DATA below:

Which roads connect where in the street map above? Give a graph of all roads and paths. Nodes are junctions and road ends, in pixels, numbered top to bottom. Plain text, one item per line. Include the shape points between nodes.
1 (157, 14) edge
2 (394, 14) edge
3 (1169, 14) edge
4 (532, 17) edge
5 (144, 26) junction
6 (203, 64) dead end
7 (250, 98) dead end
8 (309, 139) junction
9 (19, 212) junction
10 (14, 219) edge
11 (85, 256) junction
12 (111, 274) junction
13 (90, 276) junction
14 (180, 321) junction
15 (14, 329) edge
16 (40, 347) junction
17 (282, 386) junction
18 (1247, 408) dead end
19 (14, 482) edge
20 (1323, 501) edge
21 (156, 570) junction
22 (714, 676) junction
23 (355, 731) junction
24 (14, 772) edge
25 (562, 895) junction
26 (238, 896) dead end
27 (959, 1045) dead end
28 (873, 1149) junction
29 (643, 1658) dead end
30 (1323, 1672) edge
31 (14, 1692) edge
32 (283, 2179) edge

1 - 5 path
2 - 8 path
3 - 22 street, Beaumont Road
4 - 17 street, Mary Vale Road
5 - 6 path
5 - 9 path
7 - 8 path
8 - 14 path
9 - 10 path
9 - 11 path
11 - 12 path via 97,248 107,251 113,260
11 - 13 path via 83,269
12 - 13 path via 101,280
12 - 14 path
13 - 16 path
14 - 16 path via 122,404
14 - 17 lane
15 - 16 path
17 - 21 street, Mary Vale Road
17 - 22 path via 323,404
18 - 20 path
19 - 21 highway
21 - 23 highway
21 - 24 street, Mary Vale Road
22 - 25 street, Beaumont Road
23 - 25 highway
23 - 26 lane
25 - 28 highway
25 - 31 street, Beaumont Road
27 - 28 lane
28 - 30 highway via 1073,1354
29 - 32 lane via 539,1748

End of DATA.

### [TASK DESCRIPTION]
The answer must be all the lines above that hold the word "Mary".

### [SOLUTION TO THE EXERCISE]
4 - 17 street, Mary Vale Road
17 - 21 street, Mary Vale Road
21 - 24 street, Mary Vale Road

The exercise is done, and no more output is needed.